On a flight to Wellington the other day I had a truly memorable moment. After the first few minutes on board getting through the where to place elbows without harming others, sort of activities, I asked the person sitting beside me what they were heading north for. What followed was a 40 minute chat and when we landed, the person thanked me for such an interesting conversation.
The memorable learning moment was that apart from my asking the initial question and my making a few minor prompts (really? then what?) and a few non-verbal encouragements (nods, eye contact, raised eyebrows) along the way, I had said almost nothing and been asked nothing. I had been talked at for 40 minutes, and the person, in talking at length about themselves, had had a great time and believed they had had a good conversation. It has given me some amusing moments since then, reflecting on the joys of listening and the skills we have or think we have.
Human nature being what it is, and try as we might, when we listen to others, we invariably find our ears dimming down and our minds moving with warp speed to formulate our response to what we hearing, even though the person may still be speaking. Who hasn’t been guilty of that? And how easy it is also, to anticipate the rest of someone’s sentence or line of thought, and cut in, interrupting with a comment, while they’re still speaking. And how difficult it is, wouldn’t you agree, to simply keep one’s mouth shut and listen for what is being said and not spoken?
So what can one do, to brush up one’s listening skills for maximum benefit?
It is difficult this, so it needs practice. Consciously say nothing while someone is speaking to you. Don’t interrupt, override or guess what’s coming next. And when they’ve finished speaking, take a few moments (think 1001, 1002, 1003) before responding to gather not only your thoughts but also to signal to the person that they’ve been heard.
Hear with your ears and eyes
A bit tricky sometimes, this is about hearing the tone used and the general gist of what’s being said, as well as the actual words used. Pick up what else the person is trying to say, regardless of the vocabulary. It’s about hearing the hesitations, the false starts, the words held back, and putting it all together with what has been actually said.

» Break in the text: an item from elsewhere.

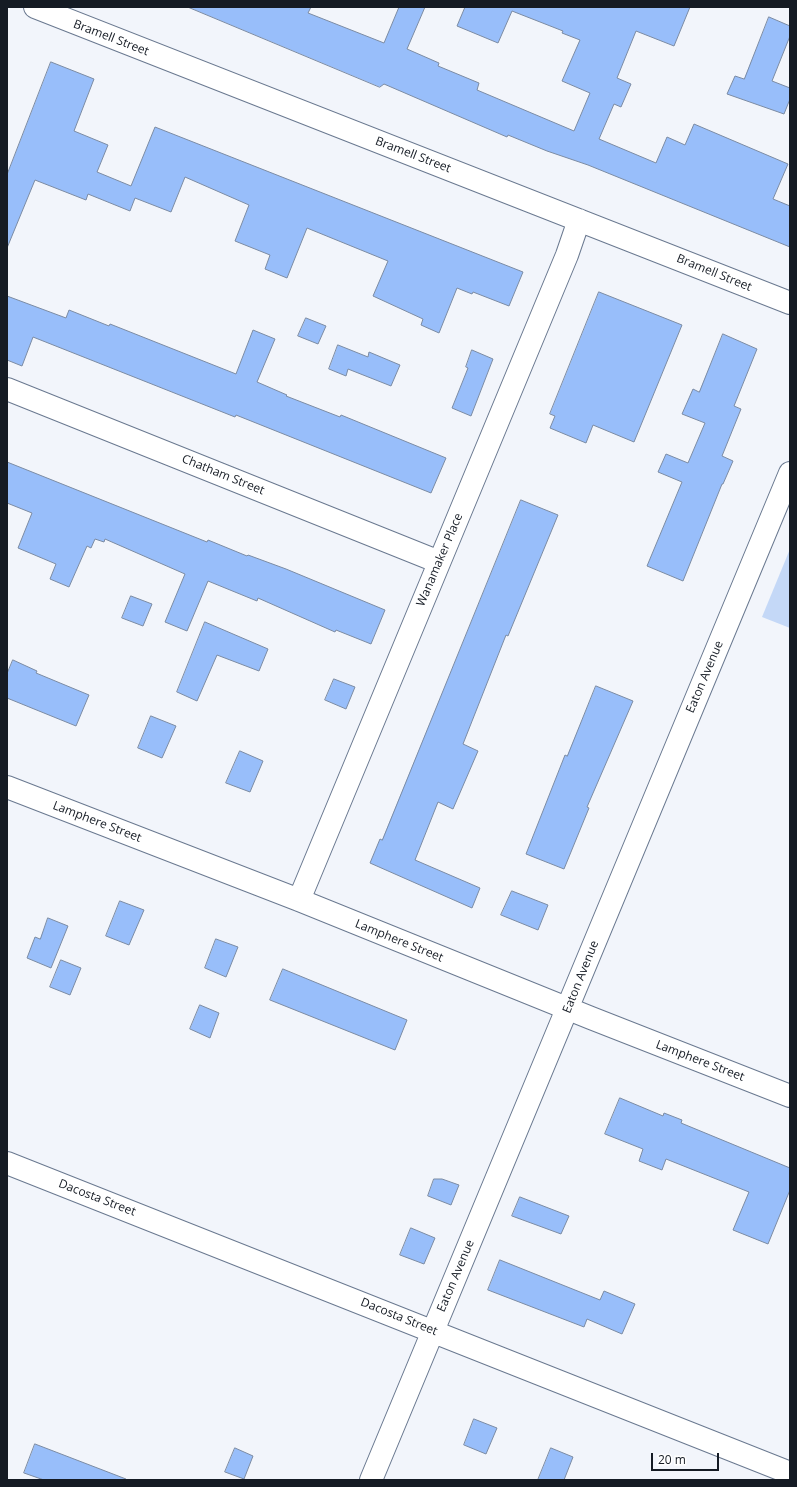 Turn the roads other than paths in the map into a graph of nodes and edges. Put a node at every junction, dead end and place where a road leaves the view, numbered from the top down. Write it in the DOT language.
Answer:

This is about picking up on all of the communication, your reactions and sense of what is being said and how it is being said, and what people are communicating non-verbally while they speak. It’s about listening from the whole you, and not just your ears and mind.

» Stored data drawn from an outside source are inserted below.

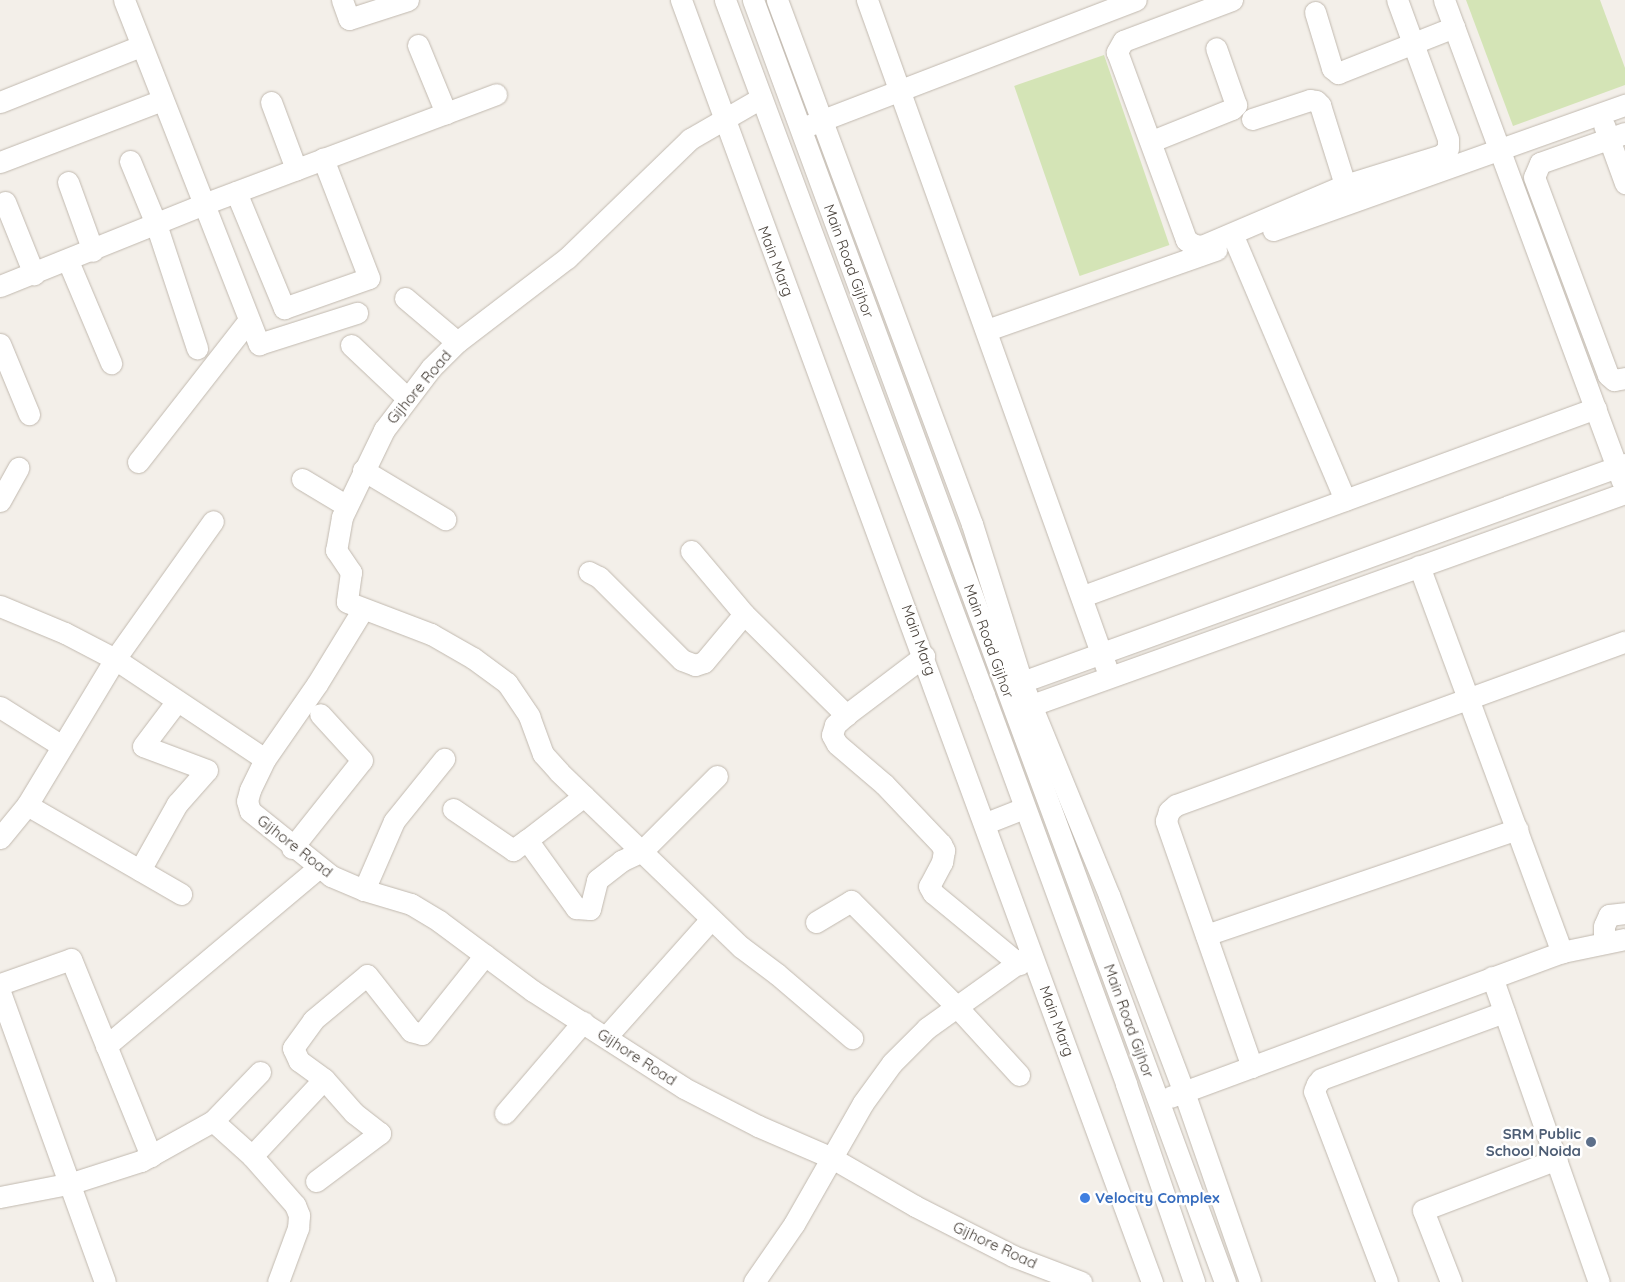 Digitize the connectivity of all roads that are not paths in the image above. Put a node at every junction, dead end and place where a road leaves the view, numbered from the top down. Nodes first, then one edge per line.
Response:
1 (124, 0) edge
2 (342, 0) edge
3 (408, 0) edge
4 (681, 0) edge
5 (725, 0) edge
6 (753, 0) edge
7 (776, 0) edge
8 (867, 0) edge
9 (1136, 0) edge
10 (1232, 0) edge
11 (1397, 0) edge
12 (1444, 0) edge
13 (1315, 12) dead end
14 (1454, 27) junction
15 (1414, 42) junction
16 (418, 45) dead end
17 (141, 46) junction
18 (1216, 48) dead end
19 (900, 90) junction
20 (496, 94) dead end
21 (762, 98) junction
22 (162, 100) junction
23 (0, 102) edge
24 (271, 102) dead end
25 (1625, 104) edge
26 (446, 113) junction
27 (1600, 114) junction
28 (723, 118) junction
29 (1252, 119) dead end
30 (820, 121) junction
31 (800, 128) junction
32 (1558, 129) junction
33 (1617, 136) edge
34 (775, 137) junction
35 (1152, 141) junction
36 (1500, 150) junction
37 (1566, 153) junction
38 (323, 159) junction
39 (130, 160) dead end
40 (0, 162) edge
41 (296, 169) junction
42 (68, 182) dead end
43 (1625, 183) edge
44 (1345, 185) junction
45 (236, 192) junction
46 (5, 202) dead end
47 (204, 204) junction
48 (156, 224) junction
49 (1236, 243) junction
50 (93, 250) junction
51 (68, 261) junction
52 (34, 274) junction
53 (0, 286) edge
54 (405, 298) dead end
55 (357, 313) dead end
56 (249, 320) junction
57 (987, 330) junction
58 (457, 342) junction
59 (0, 344) edge
60 (351, 345) dead end
61 (197, 348) dead end
62 (111, 363) dead end
63 (1619, 379) edge
64 (1589, 388) junction
65 (407, 398) junction
66 (1596, 408) junction
67 (28, 414) dead end
68 (138, 462) dead end
69 (1622, 466) edge
70 (18, 468) dead end
71 (363, 470) junction
72 (302, 480) dead end
73 (1625, 493) edge
74 (1345, 500) junction
75 (0, 501) edge
76 (347, 506) junction
77 (445, 519) dead end
78 (213, 522) dead end
79 (692, 551) dead end
80 (1419, 566) junction
81 (589, 572) dead end
82 (1083, 596) junction
83 (0, 606) edge
84 (363, 610) junction
85 (744, 614) junction
86 (1625, 642) edge
87 (1104, 654) junction
88 (924, 656) junction
89 (115, 659) junction
90 (1110, 675) junction
91 (1014, 685) junction
92 (984, 695) junction
93 (1468, 698) junction
94 (177, 701) junction
95 (0, 707) edge
96 (1022, 708) junction
97 (320, 714) dead end
98 (846, 715) junction
99 (992, 720) junction
100 (62, 746) junction
101 (266, 759) junction
102 (444, 759) dead end
103 (717, 776) dead end
104 (584, 796) junction
105 (27, 805) junction
106 (1024, 808) junction
107 (453, 809) dead end
108 (986, 824) junction
109 (1517, 830) junction
110 (0, 838) edge
111 (528, 840) junction
112 (292, 848) junction
113 (642, 851) junction
114 (318, 867) junction
115 (140, 870) junction
116 (364, 890) junction
117 (181, 894) dead end
118 (1625, 912) edge
119 (711, 919) junction
120 (816, 922) dead end
121 (1206, 935) junction
122 (1625, 940) edge
123 (1604, 941) junction
124 (1562, 952) junction
125 (485, 955) junction
126 (1026, 958) junction
127 (1492, 976) junction
128 (0, 984) edge
129 (0, 992) edge
130 (957, 1007) junction
131 (1504, 1012) junction
132 (583, 1022) junction
133 (606, 1037) junction
134 (852, 1038) dead end
135 (106, 1046) junction
136 (1252, 1066) junction
137 (260, 1072) dead end
138 (1019, 1075) dead end
139 (324, 1079) junction
140 (1184, 1092) junction
141 (1159, 1101) junction
142 (505, 1113) dead end
143 (213, 1122) junction
144 (151, 1156) junction
145 (252, 1156) junction
146 (832, 1158) junction
147 (1557, 1160) junction
148 (316, 1181) dead end
149 (72, 1183) junction
150 (0, 1197) edge
151 (105, 1282) edge
152 (278, 1282) edge
153 (754, 1282) edge
154 (1081, 1282) edge
155 (1152, 1282) edge
156 (1194, 1282) edge
157 (1225, 1282) edge
158 (1250, 1282) edge
159 (1387, 1282) edge
160 (1451, 1282) edge
161 (1599, 1282) edge

1 - 17 street
2 - 3 street
4 - 28 street, Main Marg
5 - 21 street, Main Road Gijhor
6 - 31 street, Main Road Gijhor
7 - 30 street
8 - 19 street
9 - 19 street
10 - 35 street
11 - 15 street
12 - 14 street
13 - 15 street
14 - 15 street
14 - 36 street
15 - 44 street
16 - 26 street
17 - 22 street
17 - 23 street
18 - 35 street
19 - 30 street
19 - 57 street
20 - 26 street
21 - 28 street, Gijhore Road
21 - 34 street, Main Road Gijhor
22 - 40 street
22 - 47 street
24 - 41 street
25 - 27 street
26 - 38 street
27 - 32 street
27 - 33 street
28 - 58 street, Gijhore Road
28 - 88 street, Main Marg
29 - 44 street
30 - 31 street
30 - 91 street
31 - 34 street
31 - 91 street, Main Road Gijhor
32 - 36 street
32 - 37 street
33 - 37 street
33 - 43 street
34 - 92 street, Main Road Gijhor
35 - 44 street
36 - 49 street
36 - 64 street
37 - 63 street
38 - 41 street
38 - 45 street
39 - 48 street
41 - 45 street
42 - 50 street
45 - 47 street
46 - 52 street
47 - 48 street
47 - 56 street
48 - 50 street
48 - 61 street
49 - 57 street
49 - 74 street
50 - 51 street
51 - 52 street
51 - 62 street
52 - 53 street
54 - 58 street
55 - 56 street
56 - 68 street
57 - 82 street
58 - 65 street, Gijhore Road
59 - 67 street
60 - 65 street
63 - 64 street
64 - 66 street
65 - 71 street, Gijhore Road
66 - 69 street
66 - 74 street
69 - 73 street
69 - 87 street
70 - 75 street
71 - 76 street, Gijhore Road
71 - 77 street
72 - 76 street
73 - 80 street
74 - 82 street
76 - 84 street, Gijhore Road
78 - 89 street
79 - 85 street
80 - 90 street
80 - 93 street
81 - 85 street
82 - 87 street
83 - 89 street
84 - 101 street, Gijhore Road
84 - 104 street
85 - 98 street
86 - 93 street
87 - 90 street
87 - 91 street
88 - 98 street
88 - 108 street, Main Marg
89 - 94 street
89 - 100 street
90 - 96 street
91 - 92 street
91 - 96 street
92 - 99 street, Main Road Gijhor
93 - 109 street
93 - 121 street
94 - 101 street
94 - 115 street
95 - 100 street
96 - 99 street
96 - 140 street
96 - 141 street, Main Road Gijhor
97 - 112 street
98 - 126 street
99 - 106 street, Main Road Gijhor
100 - 105 street
101 - 112 street, Gijhore Road
102 - 116 street
103 - 113 street
104 - 111 street
104 - 113 street
105 - 110 street
105 - 115 street
106 - 108 street
106 - 156 street, Main Road Gijhor
107 - 111 street
108 - 126 street, Main Marg
109 - 121 street
109 - 124 street
111 - 113 street
112 - 114 street, Gijhore Road
113 - 119 street
114 - 116 street, Gijhore Road
114 - 135 street
115 - 117 street
116 - 125 street, Gijhore Road
118 - 123 street
119 - 133 street
119 - 134 street
120 - 130 street
121 - 136 street
122 - 123 street
123 - 124 street
124 - 127 street
125 - 132 street, Gijhore Road
125 - 139 street
126 - 130 street
126 - 155 street, Main Marg
127 - 131 street
127 - 136 street
128 - 135 street
129 - 149 street
130 - 138 street
130 - 146 street
131 - 147 street
131 - 159 street
132 - 133 street, Gijhore Road
132 - 142 street
133 - 146 street, Gijhore Road
135 - 144 street
136 - 140 street
137 - 143 street
139 - 145 street
139 - 148 street
140 - 141 street
140 - 158 street
141 - 157 street, Main Road Gijhor
143 - 144 street
143 - 145 street
144 - 149 street
145 - 152 street
146 - 153 street
146 - 154 street, Gijhore Road
147 - 160 street
147 - 161 street
149 - 150 street
149 - 151 street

This isn’t about being an annoying parrot or sounding like a cracked record stuck in a groove, but about using segues like ‘so what you believe is’ or ‘it sounds like…’ or ‘is what you’re saying ……..’. It’s a way of checking that what you’ve heard is what you’ve heard and eliminates confusion, mistaken beliefs or interpretations.

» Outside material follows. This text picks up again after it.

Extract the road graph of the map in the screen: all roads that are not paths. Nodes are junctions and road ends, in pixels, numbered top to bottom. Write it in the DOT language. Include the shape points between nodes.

To get the full story, sometimes you will need to ask for more information. If you’re not sure you have the full story, ask and keep asking till you have the information needed. Ask open questions like ‘what happened next?’, ‘what do you want to happen next’, ‘how are you feeling now, given what happened?’
Sometimes people assume the information they give is all that is needed for the full picture. Sometimes it isn’t that obvious to the listener. So, prompt – ‘really?’, ‘are you sure about that?’, ‘tell me more’; ‘keep going, then what?’. Prompts can assist people to stop rambling off topic, and give direction to the conversation. They’re useful, try them.
The non-verbal encouragers of eye contact, nods, smiles and facial expressions make it easier for people to communicate. That’s not to suggest you mimic the look made famous by the Thunderbirds puppets, so develop a style that is natural, relaxed, and you. Remember that non-verbals such as pursed lips, furrowed brows, a thunderous demeanour or not looking at the person speaking can be major communication killers.
Be super aware
We’d all like to think we’re excellent listeners and that it is others (naturally) who have a problem. Of course! However, wishful thinking aside, it’s likely we could all do better on occasions. One way to begin this process is to consciously note how we listen, how often we find our mind wandering off into ready responses before the speaker is finished, how often we anticipate the next bit, how often we use prompts, reflect back and be silent.
And the challenge for us all? Try a small experiment. Take note of your listening skills on a typical day, and see how you fare in your interactions. Identify the ways you could improve and consciously take different actions on day two. Repeat the process for a week. Then keep repeating the exercise. Did I hear you say you’d improved no end?